▶

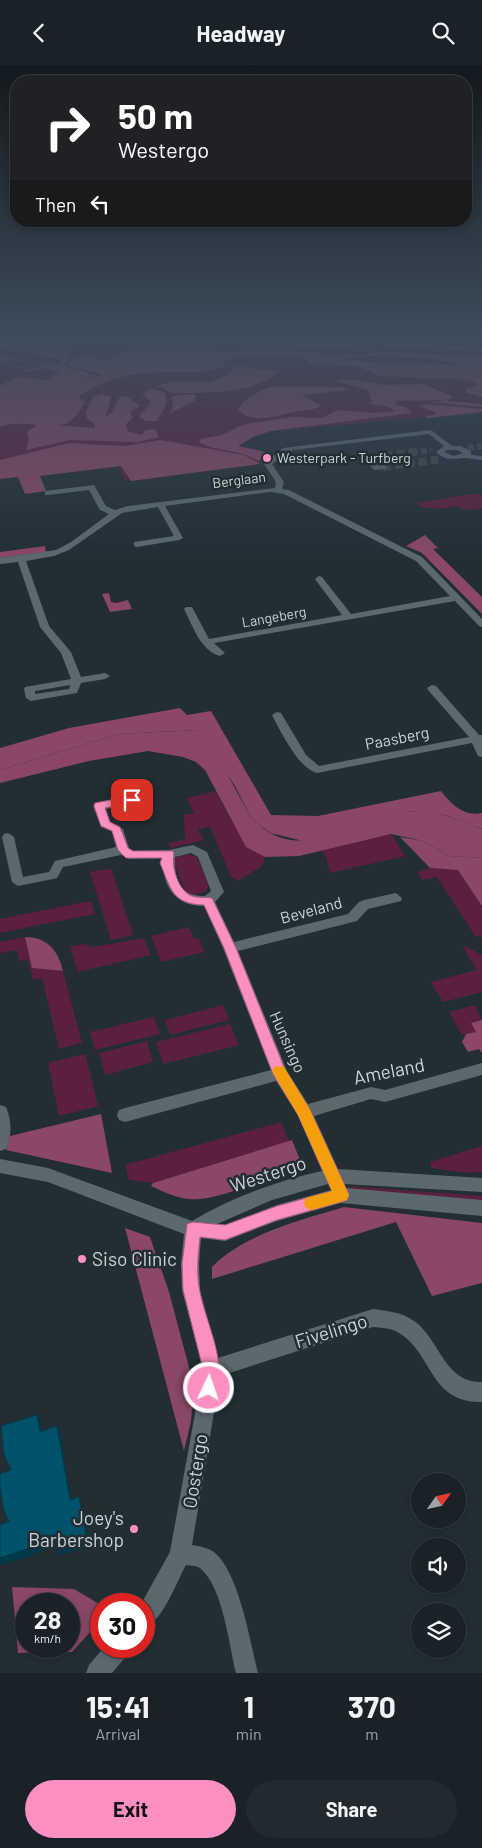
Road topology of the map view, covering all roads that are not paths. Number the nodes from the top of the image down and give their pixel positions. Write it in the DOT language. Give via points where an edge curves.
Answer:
graph roads {
  1 [pos="445,448"];
  2 [pos="431,450"];
  3 [pos="465,451"];
  4 [pos="373,458"];
  5 [pos="455,458"];
  6 [pos="480,458"];
  7 [pos="442,459"];
  8 [pos="383,467"];
  9 [pos="278,490"];
  10 [pos="48,493"];
  11 [pos="160,504"];
  12 [pos="114,513"];
  13 [pos="137,544"];
  14 [pos="21,558"];
  15 [pos="0,561"];
  16 [pos="319,579"];
  17 [pos="457,598"];
  18 [pos="189,609"];
  19 [pos="347,615"];
  20 [pos="482,625"];
  21 [pos="206,642"];
  22 [pos="220,653"];
  23 [pos="105,676"];
  24 [pos="432,688"];
  25 [pos="277,715"];
  26 [pos="479,738"];
  27 [pos="482,754"];
  28 [pos="132,800"];
  29 [pos="8,837"];
  30 [pos="123,850"];
  31 [pos="169,854"];
  32 [pos="396,898"];
  33 [pos="208,901"];
  34 [pos="230,948"];
  35 [pos="482,1069"];
  36 [pos="280,1074"];
  37 [pos="0,1112"];
  38 [pos="304,1112"];
  39 [pos="125,1115"];
  40 [pos="0,1143"];
  41 [pos="0,1166"];
  42 [pos="333,1176"];
  43 [pos="482,1185"];
  44 [pos="341,1195"];
  45 [pos="482,1209"];
  46 [pos="193,1229"];
  47 [pos="212,1369"];
  48 [pos="482,1392"];
  49 [pos="180,1554"];
  50 [pos="155,1602"];
  51 [pos="110,1658"];
  52 [pos="97,1673"];
  53 [pos="247,1673"];
  1 -- 2 [label="street"];
  1 -- 3 [label="street"];
  1 -- 5 [label="street" via="440,452"];
  1 -- 9 [label="street" via="431,432 292,448 268,464 280,482"];
  3 -- 5 [label="street"];
  3 -- 6 [label="street"];
  4 -- 8 [label="street" via="368,459 377,468"];
  5 -- 7 [label="street"];
  9 -- 11 [label="street, Berglaan"];
  9 -- 17 [label="street, Berglaan" via="408,551"];
  10 -- 12 [label="street" via="91,487 103,508"];
  11 -- 12 [label="street, Berglaan"];
  11 -- 13 [label="street" via="179,538"];
  12 -- 14 [label="street, Berglaan" via="67,548"];
  14 -- 15 [label="street, Berglaan"];
  14 -- 23 [label="street" via="45,627 66,652 77,680"];
  16 -- 19 [label="street"];
  17 -- 19 [label="street, Langeberg"];
  17 -- 20 [label="street, Berglaan"];
  18 -- 21 [label="street"];
  19 -- 21 [label="street, Langeberg" via="314,624"];
  21 -- 22 [label="street"];
  24 -- 26 [label="street"];
  25 -- 26 [label="street, Paasberg" via="302,757 318,770"];
  26 -- 27 [label="street"];
  28 -- 30 [label="street" via="99,806 105,824 117,829"];
  29 -- 30 [label="street" via="18,882 53,875 59,863"];
  30 -- 31 [label="street" via="130,855"];
  31 -- 33 [label="street" via="166,863 178,894 190,901"];
  31 -- 33 [label="street" via="193,849 203,855 218,892"];
  32 -- 34 [label="street, Beveland" via="364,905 352,918"];
  33 -- 34 [label="street, Hunsingo"];
  34 -- 36 [label="street, Hunsingo"];
  35 -- 38 [label="street, Ameland" via="384,1096 371,1093"];
  36 -- 38 [label="street, Hunsingo"];
  36 -- 39 [label="street"];
  37 -- 40 [label="street" via="4,1135"];
  38 -- 42 [label="street, Hunsingo"];
  41 -- 46 [label="street" via="48,1175"];
  42 -- 43 [label="street, Westergo"];
  42 -- 44 [label="street, Hunsingo"];
  42 -- 46 [label="street, Westergo" via="270,1193 220,1213"];
  44 -- 45 [label="street"];
  44 -- 46 [label="street" via="277,1213 225,1233"];
  46 -- 47 [label="street, Oostergo" via="191,1290"];
  47 -- 48 [label="street, Fivelingo" via="373,1318 390,1318 409,1326 446,1377 464,1391"];
  47 -- 49 [label="street, Oostergo"];
  49 -- 50 [label="street, Oostergo"];
  49 -- 53 [label="street" via="205,1558 224,1582"];
  51 -- 52 [label="street"];
}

◀

Assignment – Only an exact, picture-free copy of the entries counts as the answer.

Solution to this exercise –
Road topology of the map view, covering all roads that are not paths. Number the nodes from the top of the image down and give their pixel positions. Write it in the DOT language. Give via points where an edge curves.
Answer:
graph roads {
  1 [pos="445,448"];
  2 [pos="431,450"];
  3 [pos="465,451"];
  4 [pos="373,458"];
  5 [pos="455,458"];
  6 [pos="480,458"];
  7 [pos="442,459"];
  8 [pos="383,467"];
  9 [pos="278,490"];
  10 [pos="48,493"];
  11 [pos="160,504"];
  12 [pos="114,513"];
  13 [pos="137,544"];
  14 [pos="21,558"];
  15 [pos="0,561"];
  16 [pos="319,579"];
  17 [pos="457,598"];
  18 [pos="189,609"];
  19 [pos="347,615"];
  20 [pos="482,625"];
  21 [pos="206,642"];
  22 [pos="220,653"];
  23 [pos="105,676"];
  24 [pos="432,688"];
  25 [pos="277,715"];
  26 [pos="479,738"];
  27 [pos="482,754"];
  28 [pos="132,800"];
  29 [pos="8,837"];
  30 [pos="123,850"];
  31 [pos="169,854"];
  32 [pos="396,898"];
  33 [pos="208,901"];
  34 [pos="230,948"];
  35 [pos="482,1069"];
  36 [pos="280,1074"];
  37 [pos="0,1112"];
  38 [pos="304,1112"];
  39 [pos="125,1115"];
  40 [pos="0,1143"];
  41 [pos="0,1166"];
  42 [pos="333,1176"];
  43 [pos="482,1185"];
  44 [pos="341,1195"];
  45 [pos="482,1209"];
  46 [pos="193,1229"];
  47 [pos="212,1369"];
  48 [pos="482,1392"];
  49 [pos="180,1554"];
  50 [pos="155,1602"];
  51 [pos="110,1658"];
  52 [pos="97,1673"];
  53 [pos="247,1673"];
  1 -- 2 [label="street"];
  1 -- 3 [label="street"];
  1 -- 5 [label="street" via="440,452"];
  1 -- 9 [label="street" via="431,432 292,448 268,464 280,482"];
  3 -- 5 [label="street"];
  3 -- 6 [label="street"];
  4 -- 8 [label="street" via="368,459 377,468"];
  5 -- 7 [label="street"];
  9 -- 11 [label="street, Berglaan"];
  9 -- 17 [label="street, Berglaan" via="408,551"];
  10 -- 12 [label="street" via="91,487 103,508"];
  11 -- 12 [label="street, Berglaan"];
  11 -- 13 [label="street" via="179,538"];
  12 -- 14 [label="street, Berglaan" via="67,548"];
  14 -- 15 [label="street, Berglaan"];
  14 -- 23 [label="street" via="45,627 66,652 77,680"];
  16 -- 19 [label="street"];
  17 -- 19 [label="street, Langeberg"];
  17 -- 20 [label="street, Berglaan"];
  18 -- 21 [label="street"];
  19 -- 21 [label="street, Langeberg" via="314,624"];
  21 -- 22 [label="street"];
  24 -- 26 [label="street"];
  25 -- 26 [label="street, Paasberg" via="302,757 318,770"];
  26 -- 27 [label="street"];
  28 -- 30 [label="street" via="99,806 105,824 117,829"];
  29 -- 30 [label="street" via="18,882 53,875 59,863"];
  30 -- 31 [label="street" via="130,855"];
  31 -- 33 [label="street" via="166,863 178,894 190,901"];
  31 -- 33 [label="street" via="193,849 203,855 218,892"];
  32 -- 34 [label="street, Beveland" via="364,905 352,918"];
  33 -- 34 [label="street, Hunsingo"];
  34 -- 36 [label="street, Hunsingo"];
  35 -- 38 [label="street, Ameland" via="384,1096 371,1093"];
  36 -- 38 [label="street, Hunsingo"];
  36 -- 39 [label="street"];
  37 -- 40 [label="street" via="4,1135"];
  38 -- 42 [label="street, Hunsingo"];
  41 -- 46 [label="street" via="48,1175"];
  42 -- 43 [label="street, Westergo"];
  42 -- 44 [label="street, Hunsingo"];
  42 -- 46 [label="street, Westergo" via="270,1193 220,1213"];
  44 -- 45 [label="street"];
  44 -- 46 [label="street" via="277,1213 225,1233"];
  46 -- 47 [label="street, Oostergo" via="191,1290"];
  47 -- 48 [label="street, Fivelingo" via="373,1318 390,1318 409,1326 446,1377 464,1391"];
  47 -- 49 [label="street, Oostergo"];
  49 -- 50 [label="street, Oostergo"];
  49 -- 53 [label="street" via="205,1558 224,1582"];
  51 -- 52 [label="street"];
}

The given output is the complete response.